DATA IN THIS EXERCISE.
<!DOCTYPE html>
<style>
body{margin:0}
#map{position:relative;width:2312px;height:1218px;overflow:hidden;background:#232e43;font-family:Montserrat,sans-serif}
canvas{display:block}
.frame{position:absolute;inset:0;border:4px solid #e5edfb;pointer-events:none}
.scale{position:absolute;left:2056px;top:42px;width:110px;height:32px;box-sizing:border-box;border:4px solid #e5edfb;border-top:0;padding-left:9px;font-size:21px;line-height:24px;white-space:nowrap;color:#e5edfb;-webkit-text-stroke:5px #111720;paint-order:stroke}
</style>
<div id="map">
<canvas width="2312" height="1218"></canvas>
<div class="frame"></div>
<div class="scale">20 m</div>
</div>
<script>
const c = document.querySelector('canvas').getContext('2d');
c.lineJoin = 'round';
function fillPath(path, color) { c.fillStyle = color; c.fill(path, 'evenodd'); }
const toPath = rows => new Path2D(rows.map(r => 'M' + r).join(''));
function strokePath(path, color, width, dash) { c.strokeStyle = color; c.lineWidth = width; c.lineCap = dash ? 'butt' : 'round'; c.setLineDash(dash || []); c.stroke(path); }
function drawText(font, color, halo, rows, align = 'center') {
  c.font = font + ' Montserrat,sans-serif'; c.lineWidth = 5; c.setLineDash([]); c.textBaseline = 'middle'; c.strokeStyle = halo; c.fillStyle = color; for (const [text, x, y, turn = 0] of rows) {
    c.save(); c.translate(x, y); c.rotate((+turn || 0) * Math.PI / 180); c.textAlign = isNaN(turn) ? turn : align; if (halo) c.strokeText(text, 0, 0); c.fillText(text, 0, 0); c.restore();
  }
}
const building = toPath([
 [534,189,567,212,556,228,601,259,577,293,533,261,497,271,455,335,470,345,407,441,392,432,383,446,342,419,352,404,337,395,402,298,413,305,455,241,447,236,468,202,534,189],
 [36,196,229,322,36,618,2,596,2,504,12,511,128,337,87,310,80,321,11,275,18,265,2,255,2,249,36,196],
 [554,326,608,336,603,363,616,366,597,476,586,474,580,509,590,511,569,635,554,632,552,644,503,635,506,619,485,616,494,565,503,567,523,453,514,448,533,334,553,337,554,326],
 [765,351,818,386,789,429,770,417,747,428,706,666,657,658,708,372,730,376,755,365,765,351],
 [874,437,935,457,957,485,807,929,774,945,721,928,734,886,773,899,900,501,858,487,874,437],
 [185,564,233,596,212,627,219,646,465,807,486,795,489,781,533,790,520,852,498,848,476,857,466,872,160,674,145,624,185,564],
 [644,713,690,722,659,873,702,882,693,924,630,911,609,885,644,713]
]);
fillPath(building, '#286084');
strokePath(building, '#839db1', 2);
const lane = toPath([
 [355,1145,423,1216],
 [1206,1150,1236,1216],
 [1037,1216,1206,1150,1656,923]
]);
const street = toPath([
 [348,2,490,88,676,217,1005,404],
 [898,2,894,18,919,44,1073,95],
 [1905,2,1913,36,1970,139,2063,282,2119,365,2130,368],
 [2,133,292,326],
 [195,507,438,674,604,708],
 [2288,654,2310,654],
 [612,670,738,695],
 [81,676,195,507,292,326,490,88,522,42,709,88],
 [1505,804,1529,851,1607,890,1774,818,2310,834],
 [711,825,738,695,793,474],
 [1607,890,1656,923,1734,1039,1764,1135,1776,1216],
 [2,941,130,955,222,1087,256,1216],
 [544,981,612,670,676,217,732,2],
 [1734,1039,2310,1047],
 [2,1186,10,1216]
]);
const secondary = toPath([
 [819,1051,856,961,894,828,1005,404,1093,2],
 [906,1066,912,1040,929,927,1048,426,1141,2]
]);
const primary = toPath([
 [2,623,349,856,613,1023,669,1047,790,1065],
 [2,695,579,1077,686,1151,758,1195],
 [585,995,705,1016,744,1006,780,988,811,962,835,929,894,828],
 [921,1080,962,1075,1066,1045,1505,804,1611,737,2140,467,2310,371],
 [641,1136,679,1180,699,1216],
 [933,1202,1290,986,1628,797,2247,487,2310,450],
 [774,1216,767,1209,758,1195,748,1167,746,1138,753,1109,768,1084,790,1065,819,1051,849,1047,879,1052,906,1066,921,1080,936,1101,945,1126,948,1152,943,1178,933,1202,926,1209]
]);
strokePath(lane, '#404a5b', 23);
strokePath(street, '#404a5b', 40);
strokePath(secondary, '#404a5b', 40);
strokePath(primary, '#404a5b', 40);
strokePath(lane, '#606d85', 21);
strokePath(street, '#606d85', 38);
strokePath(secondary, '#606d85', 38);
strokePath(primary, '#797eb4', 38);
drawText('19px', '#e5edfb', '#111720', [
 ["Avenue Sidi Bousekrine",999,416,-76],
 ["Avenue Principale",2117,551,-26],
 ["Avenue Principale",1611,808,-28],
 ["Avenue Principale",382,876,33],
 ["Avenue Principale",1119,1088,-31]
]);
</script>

TASK TO COMPLETE.
Only the lines above, from the first through the one holding "function drawText(font, color, halo, rows, align", are to be output, and they must be copied exactly.

EXERCISE RESULT.
<!DOCTYPE html>
<style>
body{margin:0}
#map{position:relative;width:2312px;height:1218px;overflow:hidden;background:#232e43;font-family:Montserrat,sans-serif}
canvas{display:block}
.frame{position:absolute;inset:0;border:4px solid #e5edfb;pointer-events:none}
.scale{position:absolute;left:2056px;top:42px;width:110px;height:32px;box-sizing:border-box;border:4px solid #e5edfb;border-top:0;padding-left:9px;font-size:21px;line-height:24px;white-space:nowrap;color:#e5edfb;-webkit-text-stroke:5px #111720;paint-order:stroke}
</style>
<div id="map">
<canvas width="2312" height="1218"></canvas>
<div class="frame"></div>
<div class="scale">20 m</div>
</div>
<script>
const c = document.querySelector('canvas').getContext('2d');
c.lineJoin = 'round';
function fillPath(path, color) { c.fillStyle = color; c.fill(path, 'evenodd'); }
const toPath = rows => new Path2D(rows.map(r => 'M' + r).join(''));
function strokePath(path, color, width, dash) { c.strokeStyle = color; c.lineWidth = width; c.lineCap = dash ? 'butt' : 'round'; c.setLineDash(dash || []); c.stroke(path); }
function drawText(font, color, halo, rows, align = 'center') {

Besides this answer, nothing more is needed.